Michael Dudok de Wit n’est pas allergique aux mots : non seulement il est prolixe et précis dans ses réponses à Xavier Kawa-Topor et Ilan Nguyen, spécialistes du cinéma d’animation partis à sa rencontre, mais il avait initialement pensé La Tortue rouge (2016) avec des dialogues. Dans les travaux préparatoires à ce long-métrage, son premier, réalisé à l’invitation exceptionnelle du Studio Ghibli au Japon, deux personnages parlaient : le père et le petit garçon. Pas la mère, car dans cette famille vivant sur une île déserte et magnifique, la femme était tortue avant sa métamorphose. Le réalisateur était assisté dans l’écriture par la monteuse Céline Kélépikis et la cinéaste Pascale Ferran. Quand ils ont adressé leur travail au Studio Ghibli, l’équipe leur a suggéré de supprimer les dialogues. Michael Dudok de Wit confie avoir ressenti « un soulagement presque euphorique » : « Le récit prenait sa dimension mythologique, le film devenait plus symbolique, hors du temps… »

Il explique comment se traduit une forme « au-delà des mots » : « Même s’il ne les entend pas, le spectateur doit sentir que les personnages s’entendent très bien. Qu’ils usent du langage verbal en dehors des scènes représentées à l’écran ou non n’est finalement pas très important. Ils communiquent très bien entre eux, et c’est l’idée essentielle. Leur langage est à la fois corporel, musical et littéralement graphique. C’est notamment le cas avec les traces que le couple laisse derrière lui lorsque l’homme et la femme marchent ensemble dans l’herbe avant de flotter dans le ciel. Ils se tiennent toujours très proches l’un de l’autre… » Cet éclairage permet de plonger au cœur de son processus créatif mais aussi, plus largement, au cœur de l’art de l’animation.

Pour Xavier Kawa-Topor et Ilan Nguyen, ce « maître » du genre engage une « perception sensible du réel », « éthique et méta­physique », par ses moyens techniques, son rapport au pinceau, au fusain, aux lignes, aux mouvements.
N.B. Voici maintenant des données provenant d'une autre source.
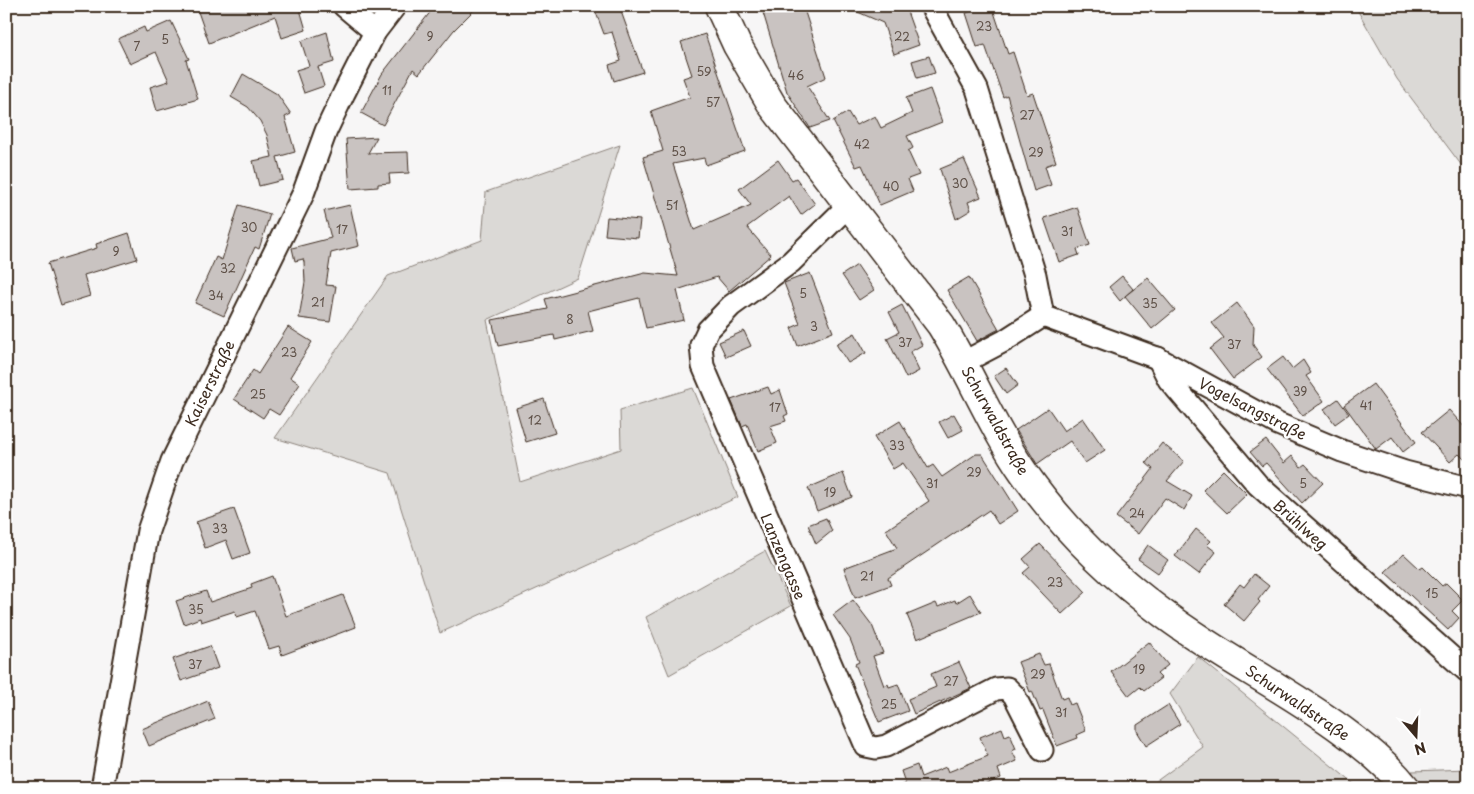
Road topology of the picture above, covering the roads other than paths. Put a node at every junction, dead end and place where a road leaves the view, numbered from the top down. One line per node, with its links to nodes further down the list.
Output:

Par la relation, aussi, qu’il entretient avec la nature, l’univers, l’inconscient, l’existence et la nécessité de raconter une histoire.

Dans le chapitre consacré à son film Le Moine et le Poisson (1994), Michael Dudok de Wit se souvient comment son institutrice, alors qu’il avait 7 ans, lui a ouvert une nouvelle dimension dans le dessin en lui suggérant d’ajouter une ombre sur le côté d’un arbre. S’ensuit un développement sur son recours à l’ombre. « D’abord, la lumière du soleil me sert à définir précisément le moment de la journée représenté […]. Deuxièmement, j’utilise l’ombre pour renforcer l’insertion du personnage dans le paysage […]. Troisièmement, c’est pour des raisons purement picturales : les ombres sont des taches foncées, qui graphiquement sont intéressantes. […] Enfin, […] une ombre projetée au sol marque aussi la texture de ce sol. »

Formes arrondies inspirées des abbayes romanes pour Le Moine et le Poisson, finalisé au studio Folimage à Valence, dans la Drôme, paysages néerlandais plats où la terre rejoint la mer sous de grands arbres à la Rembrandt dans Père et Fille (2000) : chacun des films de Michael Dudok de Wit est un monde en soi, avec un style évoluant vers plus de réalisme jusqu’à La Tortue rouge.

Chez ce musicien amateur (qui hésita entre la musique et le dessin avant d’entrer aux Beaux-Arts d’Amsterdam), la musique est généralement le principe ordonnateur des films : la Follia (Corelli) pour Le Moine et le Poisson, Les Flots du Danube (Iosif Ivanovici) pour Père et Fille, le Concerto grosso opus 6 (Corelli) pour L’Arôme du thé. Au départ de La Tortue rouge, pas de musique. Mais l’envie de dessiner l’île où, enfant, il rêvait de partir à l’aventure, un endroit où l’on a envie d’être…

Michael Dudok de Wit, le cinéma d’animation sensible. Entretien avec le réalisateur de « La Tortue rouge », par Xavier Kawa-Topor et Ilan Nguyen, Capricci, 176 pages, 22 euros.